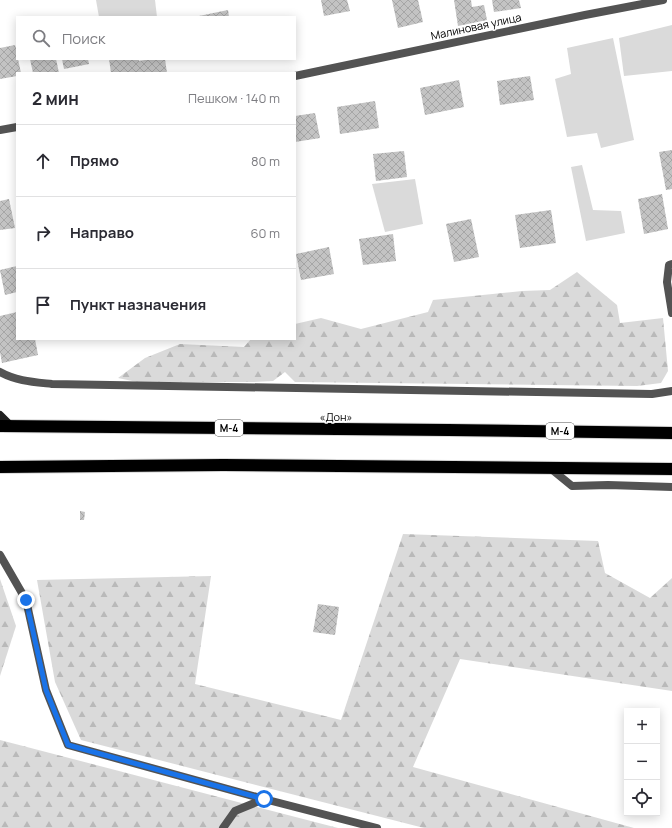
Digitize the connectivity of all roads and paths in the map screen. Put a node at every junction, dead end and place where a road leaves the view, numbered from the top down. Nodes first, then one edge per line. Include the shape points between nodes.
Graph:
1 (663, 0) edge
2 (296, 76) edge
3 (16, 127) edge
4 (0, 130) edge
5 (670, 265) edge
6 (672, 313) edge
7 (0, 372) edge
8 (672, 391) edge
9 (0, 415) edge
10 (5, 426) edge
11 (672, 433) edge
12 (0, 467) edge
13 (550, 468) junction
14 (672, 469) edge
15 (672, 487) edge
16 (0, 555) edge
17 (264, 799) junction
18 (223, 828) edge
19 (377, 828) edge

1 - 2 street, Малиновая улица
3 - 4 street
5 - 6 street via 667,282
7 - 8 street via 25,381 52,384 645,394
9 - 10 street
10 - 11 highway, «Дон» / М-4
12 - 13 highway via 231,465
13 - 14 highway
13 - 15 street via 572,486
16 - 17 street via 26,600 46,690 68,745
17 - 18 street via 235,811
17 - 19 street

# To do
For every record above, repeat the text exactly and omit any picture.

# Answer to this problem
Digitize the connectivity of all roads and paths in the map screen. Put a node at every junction, dead end and place where a road leaves the view, numbered from the top down. Nodes first, then one edge per line. Include the shape points between nodes.
Graph:
1 (663, 0) edge
2 (296, 76) edge
3 (16, 127) edge
4 (0, 130) edge
5 (670, 265) edge
6 (672, 313) edge
7 (0, 372) edge
8 (672, 391) edge
9 (0, 415) edge
10 (5, 426) edge
11 (672, 433) edge
12 (0, 467) edge
13 (550, 468) junction
14 (672, 469) edge
15 (672, 487) edge
16 (0, 555) edge
17 (264, 799) junction
18 (223, 828) edge
19 (377, 828) edge

1 - 2 street, Малиновая улица
3 - 4 street
5 - 6 street via 667,282
7 - 8 street via 25,381 52,384 645,394
9 - 10 street
10 - 11 highway, «Дон» / М-4
12 - 13 highway via 231,465
13 - 14 highway
13 - 15 street via 572,486
16 - 17 street via 26,600 46,690 68,745
17 - 18 street via 235,811
17 - 19 street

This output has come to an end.